Question

A dome of a building is in the form of a hemisphere. From inside, it was white-washed at the cost of Rs. 4989.60 . If the cost of white-washing is 20 per square meter, find the inside surface area of the dome, the volume of the air inside the dome.

Answer 1

Hint:Area whitewashed is a curved surface area of the hemisphere because only walls are whitewashed, not the floors. We know that the curved surface area of the hemisphere is \[2\pi {{r}^{2}}\] . The cost of white-washing is Rs. 20 per square meter and the total cost of whitewashing is Rs. 4989.60. Now, we can find the curved surface area by dividing the total cost of whitewashing by the cost of white-washing per square meter. Then, find the radius of the hemisphere by putting the value of curved surface area in the equation, curved surface area = \[2\pi {{r}^{2}}\] .We know that the volume of the hemisphere is \[\dfrac{2}{3}\pi {{r}^{3}}\] . Put the value of radius in the formula \[\dfrac{2}{3}\pi {{r}^{3}}\] .

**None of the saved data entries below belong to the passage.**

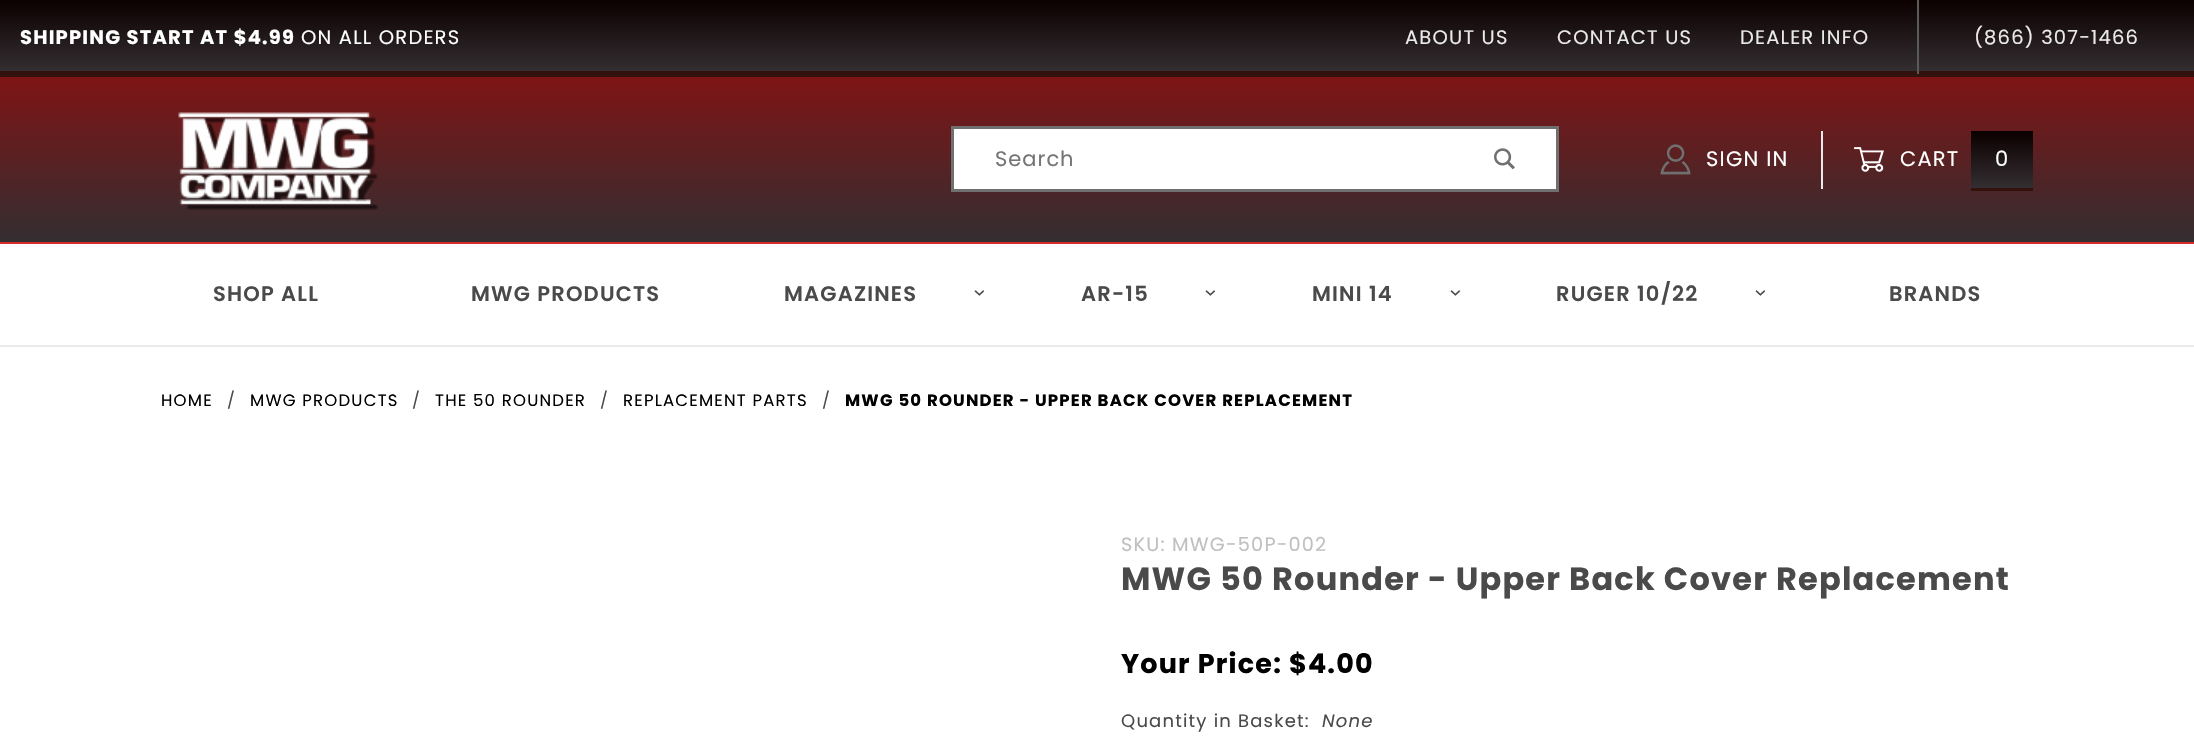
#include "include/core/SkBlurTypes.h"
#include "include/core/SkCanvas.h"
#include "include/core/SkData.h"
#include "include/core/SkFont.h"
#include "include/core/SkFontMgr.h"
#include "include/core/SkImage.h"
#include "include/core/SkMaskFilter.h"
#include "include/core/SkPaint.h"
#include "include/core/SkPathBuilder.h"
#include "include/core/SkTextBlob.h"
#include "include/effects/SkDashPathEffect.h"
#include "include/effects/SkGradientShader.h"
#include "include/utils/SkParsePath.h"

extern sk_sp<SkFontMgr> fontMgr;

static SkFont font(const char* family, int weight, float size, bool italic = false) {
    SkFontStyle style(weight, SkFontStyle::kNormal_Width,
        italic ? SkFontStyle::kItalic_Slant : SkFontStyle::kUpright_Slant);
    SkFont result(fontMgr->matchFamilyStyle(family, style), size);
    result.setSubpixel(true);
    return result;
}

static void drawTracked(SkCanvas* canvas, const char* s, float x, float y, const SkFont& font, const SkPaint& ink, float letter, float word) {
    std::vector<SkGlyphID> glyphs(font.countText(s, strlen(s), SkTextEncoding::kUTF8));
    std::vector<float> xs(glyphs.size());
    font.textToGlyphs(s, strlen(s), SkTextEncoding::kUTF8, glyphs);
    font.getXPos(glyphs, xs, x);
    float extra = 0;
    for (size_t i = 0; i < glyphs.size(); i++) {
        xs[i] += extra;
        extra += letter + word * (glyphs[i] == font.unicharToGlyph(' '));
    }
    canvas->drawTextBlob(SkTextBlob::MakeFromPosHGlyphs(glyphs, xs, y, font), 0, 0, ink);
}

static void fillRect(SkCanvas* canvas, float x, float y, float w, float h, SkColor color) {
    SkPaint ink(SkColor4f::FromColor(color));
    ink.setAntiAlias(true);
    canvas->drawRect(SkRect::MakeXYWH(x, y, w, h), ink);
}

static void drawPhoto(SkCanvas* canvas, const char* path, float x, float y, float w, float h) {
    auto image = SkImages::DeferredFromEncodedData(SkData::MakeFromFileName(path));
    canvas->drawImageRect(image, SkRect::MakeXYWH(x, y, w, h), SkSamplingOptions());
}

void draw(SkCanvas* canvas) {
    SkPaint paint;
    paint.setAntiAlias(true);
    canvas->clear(0xFFFFFFFF);
    {
        const SkColor colors[] = {0xFFA20808, 0xFF332E31};
        const float stops[] = {0, 1};
        const SkPoint ends[] = {{1097, 0}, {1097, 242}};
        paint.setShader(SkGradientShader::MakeLinear(ends, colors, stops, 2, SkTileMode::kClamp));
        paint.setAlpha(255);
    }
    canvas->drawRect(SkRect::MakeXYWH(0, 77, 2194, 165), paint);
    fillRect(canvas, 0, 242, 2194, 2, 0xFFD42A2A);
    fillRect(canvas, 0, 71, 2194, 6, 0xFF31120C);
    {
        const SkColor colors[] = {0xFF0C0000, 0xFF332E31};
        const float stops[] = {0, 1};
        const SkPoint ends[] = {{1097, 0}, {1097, 71}};
        paint.setShader(SkGradientShader::MakeLinear(ends, colors, stops, 2, SkTileMode::kClamp));
        paint.setAlpha(255);
    }
    canvas->drawRect(SkRect::MakeXYWH(0, 0, 2194, 71), paint);
    SkFont font1 = font("Poppins", 700, 19.5f);
    paint.setShader(nullptr);
    paint.setColor(0xFFFFFFFF);
    drawTracked(canvas, "SHIPPING START AT $4.99", 20, 44, font1, paint, 1.2f, 0);
    SkFont font2 = font("Poppins", 400, 19.5f);
    drawTracked(canvas, "ON ALL ORDERS", 301, 44, font2, paint, 1.2f, 0);
    paint.setColor(0xFFEAEAEA);
    drawTracked(canvas, "ABOUT US", 1405, 44, font2, paint, 1.2f, 0);
    drawTracked(canvas, "CONTACT US", 1557, 44, font2, paint, 1.2f, 0);
    drawTracked(canvas, "DEALER INFO", 1740, 44, font2, paint, 1.2f, 0);
    fillRect(canvas, 1917, 0, 2, 74, 0xFF5A5A5A);
    drawTracked(canvas, "(866) 307-1466", 1974, 44, font2, paint, 1.2f, 0);
    drawPhoto(canvas, "assets/img1.png", 178, 112, 200, 98);
    paint.setStroke(true);
    paint.setStrokeWidth(3);
    paint.setColor(0xFF707070);
    canvas->drawRect(SkRect::MakeXYWH(952.5f, 127.5f, 605, 63), paint);
    fillRect(canvas, 954, 129, 602, 60, 0xFFFFFFFF);
    SkFont font3 = font("Poppins", 400, 21);
    paint.setStroke(false);
    paint.setColor(0xFF757575);
    drawTracked(canvas, "Search", 995, 166, font3, paint, 1, 0);
    drawPhoto(canvas, "assets/img2.png", 1494, 148, 21, 22);
    fillRect(canvas, 1821, 131, 2, 58, 0xFFEAEAEA);
    drawPhoto(canvas, "assets/img3.png", 1660, 144, 31, 31);
    paint.setColor(0xFFFFFFFF);
    drawTracked(canvas, "SIGN IN", 1706, 166, font3, paint, 1.2f, 0);
    drawPhoto(canvas, "assets/img4.png", 1854, 147, 30, 25);
    drawTracked(canvas, "CART", 1900, 166, font3, paint, 1.2f, 0);
    {
        const SkColor colors[] = {0xFF0C0000, 0xFF332E31};
        const float stops[] = {0, 1};
        const SkPoint ends[] = {{2002, 131}, {2002, 188}};
        paint.setShader(SkGradientShader::MakeLinear(ends, colors, stops, 2, SkTileMode::kClamp));
        paint.setAlpha(255);
    }
    canvas->drawRect(SkRect::MakeXYWH(1971, 131, 62, 57), paint);
    paint.setShader(nullptr);
    paint.setColor(0xFFFFFFFF);
    drawTracked(canvas, "0", 1995, 166, font3, paint, 1.2f, 0);
    fillRect(canvas, 1971, 188, 62, 3, 0xFF31120C);
    fillRect(canvas, 0, 345, 2194, 2, 0xFFEAEAEA);
    SkFont font4 = font("Poppins", 600, 21);
    paint.setColor(0xFF4A4A4A);
    drawTracked(canvas, "SHOP ALL", 213, 301, font4, paint, 1.2f, 0);
    drawTracked(canvas, "MWG PRODUCTS", 471, 301, font4, paint, 1.2f, 0);
    drawTracked(canvas, "MAGAZINES", 784, 301, font4, paint, 1.2f, 0);
    SkFont font5 = font("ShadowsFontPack", 400, 10);
    canvas->save();
    canvas->rotate(90, 975, 288);
    drawTracked(canvas, "3", 975, 288, font5, paint, 1.2f, 0);
    canvas->restore();
    drawTracked(canvas, "AR-15", 1081, 301, font4, paint, 1.2f, 0);
    canvas->save();
    canvas->rotate(90, 1206, 288);
    drawTracked(canvas, "3", 1206, 288, font5, paint, 1.2f, 0);
    canvas->restore();
    drawTracked(canvas, "MINI 14", 1312, 301, font4, paint, 1.2f, 0);
    canvas->save();
    canvas->rotate(90, 1451, 288);
    drawTracked(canvas, "3", 1451, 288, font5, paint, 1.2f, 0);
    canvas->restore();
    drawTracked(canvas, "RUGER 10/22", 1556, 301, font4, paint, 1.2f, 0);
    canvas->save();
    canvas->rotate(90, 1756, 288);
    drawTracked(canvas, "3", 1756, 288, font5, paint, 1.2f, 0);
    canvas->restore();
    drawTracked(canvas, "BRANDS", 1889, 301, font4, paint, 1.2f, 0);
    SkFont font6 = font("Poppins", 400, 16.5f);
    paint.setColor(0xFF000000);
    drawTracked(canvas, "HOME", 161, 406, font6, paint, 1.2f, 0);
    paint.setColor(0xFF4A4A4A);
    drawTracked(canvas, "/", 227, 406, font6, paint, 1.2f, 0);
    paint.setColor(0xFF000000);
    drawTracked(canvas, "MWG PRODUCTS", 250, 406, font6, paint, 1.2f, 0);
    paint.setColor(0xFF4A4A4A);
    drawTracked(canvas, "/", 412, 406, font6, paint, 1.2f, 0);
    paint.setColor(0xFF000000);
    drawTracked(canvas, "THE 50 ROUNDER", 435, 406, font6, paint, 1.2f, 0);
    paint.setColor(0xFF4A4A4A);
    drawTracked(canvas, "/", 600, 406, font6, paint, 1.2f, 0);
    paint.setColor(0xFF000000);
    drawTracked(canvas, "REPLACEMENT PARTS", 623, 406, font6, paint, 1.2f, 0);
    paint.setColor(0xFF4A4A4A);
    drawTracked(canvas, "/", 822, 406, font6, paint, 1.2f, 0);
    SkFont font7 = font("Poppins", 700, 16.5f);
    paint.setColor(0xFF000000);
    drawTracked(canvas, "MWG 50 ROUNDER - UPPER BACK COVER REPLACEMENT", 845, 406, font7, paint, 1.2f, 0);
    SkFont font8 = font("Poppins", 400, 19.25f);
    paint.setColor(0xFFC0C0C0);
    drawTracked(canvas, "SKU: MWG-50P-002", 1121, 551, font8, paint, 1.2f, 0);
    SkFont font9 = font("Poppins", 700, 32);
    paint.setColor(0xFF4A4A4A);
    drawTracked(canvas, "MWG 50 Rounder - Upper Back Cover Replacement", 1121, 590, font9, paint, 1.2f, 0);
    SkFont font10 = font("Poppins", 700, 27);
    paint.setColor(0xFF000000);
    drawTracked(canvas, "Your Price: $4.00", 1121, 673, font10, paint, 1.2f, 0);
    SkFont font11 = font("Poppins", 400, 18);
    paint.setColor(0xFF4A4A4A);
    drawTracked(canvas, "Quantity in Basket:", 1121, 727, font11, paint, 1.2f, 0);
    SkFont font12 = font("Poppins", 400, 18, true);
    drawTracked(canvas, "None", 1322, 727, font12, paint, 1.2f, 0);
}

Complete step-by-step answer:

According to the question, we have the total cost of the whitewashing and cost of white washing per square meter.
Total cost of whitewashing = Rs. 4989.60 ……………….(1)
Cost of whitewashing per square meter = Rs. 20 …………….(2)
We know that,
\[\text{Area}\,\text{whitewashed}\,\text{ }\!\!\times\!\!\text{ }\,\text{cost}\,\text{of}\,\text{whitewash}\,\text{per}\,\text{square meter = Total cost}\] ……………………(3)
From equation (1), equation (2), and equation (3), we get
\[\text{Area}\,\text{whitewashed}\,\text{ }\!\!\times\!\!\text{ }\,\text{cost}\,\text{of}\,\text{whitewash}\,\text{per}\,\text{square meter = Total cost}\]
\[\begin{align}
  & \Rightarrow \text{Area}\,\text{whitewashed}\,\text{ }\!\!\times\!\!\text{ }\,\text{Rs}\text{.20 per }{{\text{m}}^{2}}\text{= Rs}\text{.4989}\text{.60} \\
 & \Rightarrow \text{Area}\,\text{whitewashed}=\dfrac{\text{Rs}\text{.4989}\text{.60}}{\text{Rs}\text{.20}}{{\text{m}}^{2}} \\
\end{align}\]
\[\Rightarrow \text{Area}\,\text{whitewashed}=249.48{{\text{m}}^{2}}\]
Area whitewashed = 249.48 \[{{m}^{2}}\] .
Area whitewashed is the curved surface area of the hemisphere because only walls are whitewashed, not the floors.
Let the radius of the hemisphere be r.
We know that the curved surface area of the hemisphere = \[2\pi {{r}^{2}}\] …………..(4)
Curved surface area = Area whitewashed = 249.48 \[{{m}^{2}}\] ……………….(5)
From equation (4) and equation (5), we get
\[\begin{align}
  & 2\pi {{r}^{2}}=249.48 \\
 & \Rightarrow 2\times \dfrac{22}{7}\times {{r}^{2}}=249.48 \\
 & \Rightarrow {{r}^{2}}=\dfrac{249.48\times 7}{44} \\
 & \Rightarrow {{r}^{2}}=39.69 \\
 & \Rightarrow r=6.3 \\
\end{align}\]
Volume of the hemisphere is \[\dfrac{2}{3}\pi {{r}^{3}}\] .
Putting the value of radius in the formula \[\dfrac{2}{3}\pi {{r}^{3}}\] , we get
Volume =\[\dfrac{2}{3}\pi {{r}^{3}}=\dfrac{2}{3}\times \dfrac{22}{7}\times {{\left( 6.3 \right)}^{3}}=523.69{{m}^{3}}\] .
Hence, the volume and surface area of the dome shaped hemisphere is 523.69 \[{{m}^{3}}\] and 249.48 \[{{m}^{2}}\] .

Note: In this question one can think that the total surface is getting whitewashed. In total surface area we include the area of the floor also. This is wrong because only the walls of the hemispherical dome are whitewashed, not the floor. Therefore, Curved surface area = Area whitewashed.